* [EXERCISE OBJECTIVE]: Please copy the records below word for word, leaving out the pictures.

Records from a dataset:
+ + + + +
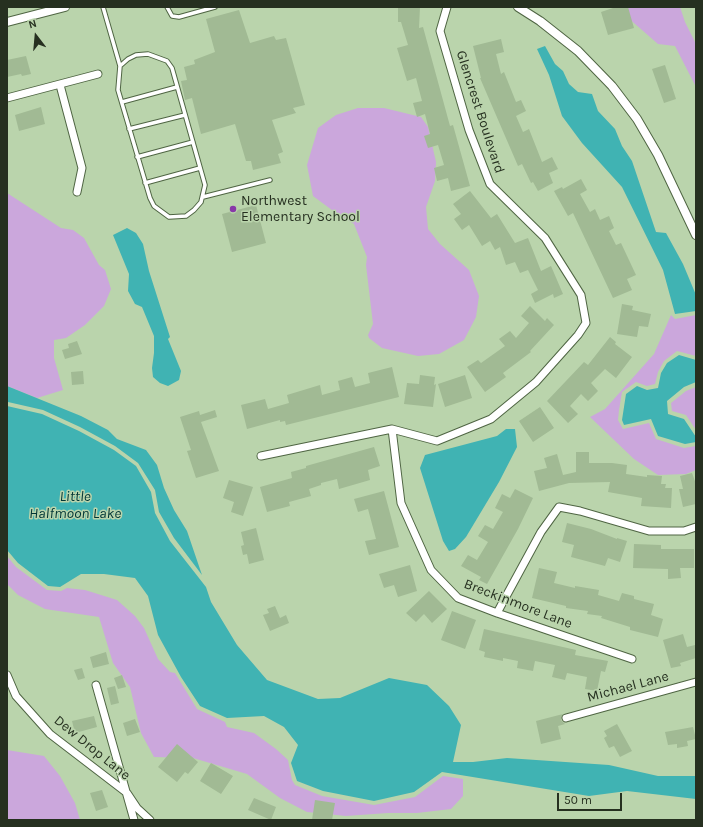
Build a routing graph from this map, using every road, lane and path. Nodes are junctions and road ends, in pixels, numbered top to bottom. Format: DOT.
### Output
graph roads {
  1 [pos="65,7"];
  2 [pos="104,7"];
  3 [pos="167,7"];
  4 [pos="215,7"];
  5 [pos="446,7"];
  6 [pos="518,7"];
  7 [pos="7,22"];
  8 [pos="120,66"];
  9 [pos="98,74"];
  10 [pos="60,85"];
  11 [pos="177,87"];
  12 [pos="7,98"];
  13 [pos="122,102"];
  14 [pos="185,115"];
  15 [pos="130,130"];
  16 [pos="193,142"];
  17 [pos="137,157"];
  18 [pos="200,168"];
  19 [pos="270,180"];
  20 [pos="145,183"];
  21 [pos="77,192"];
  22 [pos="203,197"];
  23 [pos="696,235"];
  24 [pos="392,429"];
  25 [pos="261,456"];
  26 [pos="696,527"];
  27 [pos="497,613"];
  28 [pos="632,659"];
  29 [pos="7,675"];
  30 [pos="696,682"];
  31 [pos="96,685"];
  32 [pos="566,718"];
  33 [pos="127,793"];
  34 [pos="134,820"];
  35 [pos="150,820"];
  1 -- 7 [label="street"];
  2 -- 8 [label="lane"];
  3 -- 4 [label="lane"];
  5 -- 24 [label="street, Glencrest Boulevard"];
  6 -- 23 [label="street"];
  8 -- 11 [label="lane"];
  8 -- 13 [label="lane"];
  9 -- 10 [label="street"];
  10 -- 12 [label="street"];
  10 -- 21 [label="street"];
  11 -- 13 [label="lane"];
  11 -- 14 [label="lane"];
  13 -- 15 [label="lane"];
  14 -- 15 [label="lane"];
  14 -- 16 [label="lane"];
  15 -- 17 [label="lane"];
  16 -- 17 [label="lane"];
  16 -- 18 [label="lane"];
  17 -- 20 [label="lane"];
  18 -- 20 [label="lane"];
  18 -- 22 [label="lane"];
  19 -- 22 [label="lane"];
  20 -- 22 [label="lane"];
  24 -- 25 [label="street, Glencrest Boulevard"];
  24 -- 27 [label="street, Breckinmore Lane"];
  26 -- 27 [label="street"];
  27 -- 28 [label="street, Breckinmore Lane"];
  29 -- 33 [label="street, Dew Drop Lane"];
  30 -- 32 [label="street, Michael Lane"];
  31 -- 33 [label="street"];
  33 -- 34 [label="street"];
  33 -- 35 [label="street, Dew Drop Lane"];
}
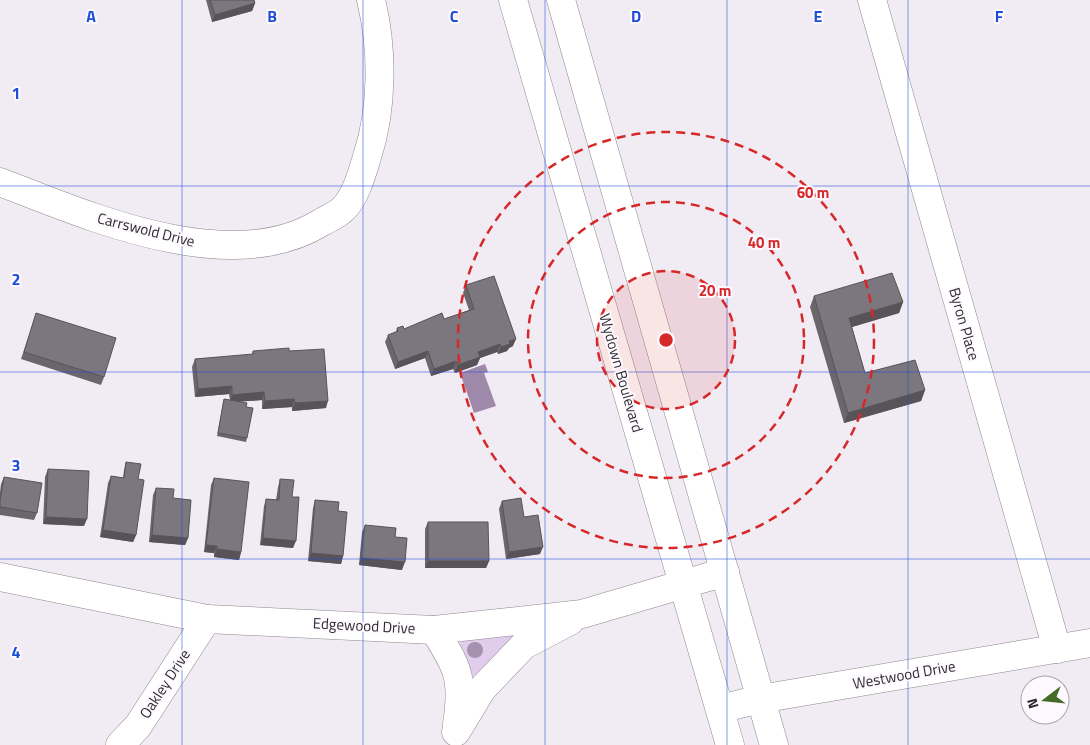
+ + + + +
* [EXERCISE OUTPUT]:
Build a routing graph from this map, using every road, lane and path. Nodes are junctions and road ends, in pixels, numbered top to bottom. Format: DOT.
### Output
graph roads {
  1 [pos="65,7"];
  2 [pos="104,7"];
  3 [pos="167,7"];
  4 [pos="215,7"];
  5 [pos="446,7"];
  6 [pos="518,7"];
  7 [pos="7,22"];
  8 [pos="120,66"];
  9 [pos="98,74"];
  10 [pos="60,85"];
  11 [pos="177,87"];
  12 [pos="7,98"];
  13 [pos="122,102"];
  14 [pos="185,115"];
  15 [pos="130,130"];
  16 [pos="193,142"];
  17 [pos="137,157"];
  18 [pos="200,168"];
  19 [pos="270,180"];
  20 [pos="145,183"];
  21 [pos="77,192"];
  22 [pos="203,197"];
  23 [pos="696,235"];
  24 [pos="392,429"];
  25 [pos="261,456"];
  26 [pos="696,527"];
  27 [pos="497,613"];
  28 [pos="632,659"];
  29 [pos="7,675"];
  30 [pos="696,682"];
  31 [pos="96,685"];
  32 [pos="566,718"];
  33 [pos="127,793"];
  34 [pos="134,820"];
  35 [pos="150,820"];
  1 -- 7 [label="street"];
  2 -- 8 [label="lane"];
  3 -- 4 [label="lane"];
  5 -- 24 [label="street, Glencrest Boulevard"];
  6 -- 23 [label="street"];
  8 -- 11 [label="lane"];
  8 -- 13 [label="lane"];
  9 -- 10 [label="street"];
  10 -- 12 [label="street"];
  10 -- 21 [label="street"];
  11 -- 13 [label="lane"];
  11 -- 14 [label="lane"];
  13 -- 15 [label="lane"];
  14 -- 15 [label="lane"];
  14 -- 16 [label="lane"];
  15 -- 17 [label="lane"];
  16 -- 17 [label="lane"];
  16 -- 18 [label="lane"];
  17 -- 20 [label="lane"];
  18 -- 20 [label="lane"];
  18 -- 22 [label="lane"];
  19 -- 22 [label="lane"];
  20 -- 22 [label="lane"];
  24 -- 25 [label="street, Glencrest Boulevard"];
  24 -- 27 [label="street, Breckinmore Lane"];
  26 -- 27 [label="street"];
  27 -- 28 [label="street, Breckinmore Lane"];
  29 -- 33 [label="street, Dew Drop Lane"];
  30 -- 32 [label="street, Michael Lane"];
  31 -- 33 [label="street"];
  33 -- 34 [label="street"];
  33 -- 35 [label="street, Dew Drop Lane"];
}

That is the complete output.